The change in focus to internal use by governments could indicate a lack of money being spent for the original purpose.
I had the same issue. 50 billion is used interchangeably in the most nonsensical ways. (Hey! its a 50 Billion dollar industry! we capture 5% of that and we have $2.5 Billion in Revenues!)
1. $50B startup (ie market cap)
2. $50 billion customer list (whatever that means)
3. Customers with $50B in Revenue
4. Customers with $50B in spending budgets.
You might as well just call it a "17 trillion dollar company" to claim credit for the entire US GDP.
You're hired! -Ben Horowitz
This is pretty much clickbait.
For those who want the gist of what this article/startup really is, it's a centralized platform for managing budgets in a transparent way used by governments internally (to create reports, manage expenses, etc). It makes it more efficient for different departments to collectively manage and access budgets. Apparently it gets $50B of government spending flowing through it's systems. This internal usage is then presented to citizens in a Mint.com like format in the name of transparency (like here: https://losangeles.opengov.com/)
Pretty cool and I wish them well, but it is nowhere near what the title implies.
http://www.Tradeshift.com is already well into that game IMHO and doing well.
If you or anyone can suggest a more accurate, neutral title, we'll update it. Often an article contains such a description somewhere.
Perhaps "$50B of Government spending is managed by a platform created by OpenGov" is more accurate and to the point.

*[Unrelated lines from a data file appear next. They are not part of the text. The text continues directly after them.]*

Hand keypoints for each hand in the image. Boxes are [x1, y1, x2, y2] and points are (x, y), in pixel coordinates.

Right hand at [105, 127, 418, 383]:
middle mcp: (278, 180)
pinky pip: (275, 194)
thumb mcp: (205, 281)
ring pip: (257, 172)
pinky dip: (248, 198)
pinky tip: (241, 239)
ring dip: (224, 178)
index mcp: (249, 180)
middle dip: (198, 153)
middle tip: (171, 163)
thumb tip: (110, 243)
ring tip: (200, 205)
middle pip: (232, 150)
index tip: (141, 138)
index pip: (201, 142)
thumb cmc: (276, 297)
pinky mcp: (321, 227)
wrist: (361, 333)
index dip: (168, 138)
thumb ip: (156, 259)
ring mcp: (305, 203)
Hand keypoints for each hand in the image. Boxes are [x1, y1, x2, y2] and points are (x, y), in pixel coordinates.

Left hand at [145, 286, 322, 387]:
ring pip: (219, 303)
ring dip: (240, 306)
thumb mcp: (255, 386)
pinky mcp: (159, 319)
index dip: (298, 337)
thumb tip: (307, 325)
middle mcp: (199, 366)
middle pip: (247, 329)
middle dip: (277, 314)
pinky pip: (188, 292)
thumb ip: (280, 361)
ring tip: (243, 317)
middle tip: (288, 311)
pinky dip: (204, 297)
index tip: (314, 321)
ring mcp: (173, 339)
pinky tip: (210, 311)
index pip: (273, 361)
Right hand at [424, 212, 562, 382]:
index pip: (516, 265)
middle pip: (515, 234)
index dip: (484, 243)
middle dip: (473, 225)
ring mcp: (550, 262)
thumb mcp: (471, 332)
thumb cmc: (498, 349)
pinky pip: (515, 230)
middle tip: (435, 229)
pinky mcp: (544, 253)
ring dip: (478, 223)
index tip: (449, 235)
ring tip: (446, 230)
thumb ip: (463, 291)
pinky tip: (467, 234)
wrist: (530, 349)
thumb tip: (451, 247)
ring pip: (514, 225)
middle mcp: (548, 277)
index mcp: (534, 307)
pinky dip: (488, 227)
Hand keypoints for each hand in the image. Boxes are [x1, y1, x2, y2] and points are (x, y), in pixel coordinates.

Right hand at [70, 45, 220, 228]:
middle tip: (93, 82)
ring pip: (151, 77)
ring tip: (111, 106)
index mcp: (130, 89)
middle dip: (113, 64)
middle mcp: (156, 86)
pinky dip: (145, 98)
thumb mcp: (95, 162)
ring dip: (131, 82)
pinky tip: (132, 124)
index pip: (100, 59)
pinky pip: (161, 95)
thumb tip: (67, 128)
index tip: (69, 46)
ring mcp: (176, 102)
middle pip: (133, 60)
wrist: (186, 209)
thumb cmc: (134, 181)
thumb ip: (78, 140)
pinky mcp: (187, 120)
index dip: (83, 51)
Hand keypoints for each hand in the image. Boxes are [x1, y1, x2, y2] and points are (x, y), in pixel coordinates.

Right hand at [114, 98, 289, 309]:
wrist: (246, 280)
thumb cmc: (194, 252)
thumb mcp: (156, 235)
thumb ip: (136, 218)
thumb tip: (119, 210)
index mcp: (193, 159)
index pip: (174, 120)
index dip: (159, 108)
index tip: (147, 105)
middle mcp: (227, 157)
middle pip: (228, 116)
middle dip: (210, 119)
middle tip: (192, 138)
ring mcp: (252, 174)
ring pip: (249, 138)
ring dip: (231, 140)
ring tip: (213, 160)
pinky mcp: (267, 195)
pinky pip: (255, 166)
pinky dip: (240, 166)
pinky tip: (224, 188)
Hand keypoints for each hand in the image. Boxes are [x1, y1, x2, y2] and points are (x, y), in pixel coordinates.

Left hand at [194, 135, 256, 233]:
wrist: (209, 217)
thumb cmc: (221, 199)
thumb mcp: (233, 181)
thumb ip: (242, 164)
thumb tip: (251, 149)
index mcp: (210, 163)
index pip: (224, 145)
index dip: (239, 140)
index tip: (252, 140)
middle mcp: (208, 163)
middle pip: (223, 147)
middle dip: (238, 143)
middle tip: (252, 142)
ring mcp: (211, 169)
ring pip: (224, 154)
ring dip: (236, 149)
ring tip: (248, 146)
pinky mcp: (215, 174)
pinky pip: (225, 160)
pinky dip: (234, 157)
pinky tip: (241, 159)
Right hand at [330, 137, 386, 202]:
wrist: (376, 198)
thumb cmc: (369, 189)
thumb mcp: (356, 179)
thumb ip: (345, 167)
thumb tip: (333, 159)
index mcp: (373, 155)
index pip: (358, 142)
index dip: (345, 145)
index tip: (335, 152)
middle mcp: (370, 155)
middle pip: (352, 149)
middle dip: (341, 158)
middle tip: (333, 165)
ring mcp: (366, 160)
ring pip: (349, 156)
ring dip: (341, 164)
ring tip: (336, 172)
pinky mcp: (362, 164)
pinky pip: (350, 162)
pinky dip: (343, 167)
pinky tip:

I am amused that to cut through the noise the author - a former Developmental Biology graduate student, who went on to found a successful bio-tech startup, who presently lectures at Stanford and is a partner in one of the premier VC's in the valley - is foced to use linkbait to drive eyeballs to his article just like the rest of us hustlers.
The "lecturing at Stanford" is also oversold. He taught one instance of a MOOC that was really one of the most poorly prepared I've ever experienced, and eventually devolved into him reading nearly verbatim from a written PDF.
EDIT: I toned down the criticism slightly and made it more specific (changed "worst" to "most poorly prepared").
He taught statistics at Stanford for a few years. He also taught startup engineering (CS184) before doing the MOOC.
Since the thread has been nearly entirely about the baity title, we changed the latter to a more neutral sentence from the article.
While I understand your intentions I believe your action to be incorrect. The original title of the post was the exact title of the source article. Also the OP is associated with opengov so they were presumably satisfied with the title.
As you stated the thread has been mainly about the title. That was what posters found the most interesting part of a fluff piece.
It's not a question of intent but of the site rules. The rule is to use the original title unless it is misleading or linkbait [1]. In this case it was arguably both, so the original title was ruled out.
One reason why baity titles are precluded is that they cause precisely the sort of bikeshed title war that brought this thread down.
Thanks for caring enough to make this comment.
I'm actually fine with the title change as the original title seems to be confusing to some.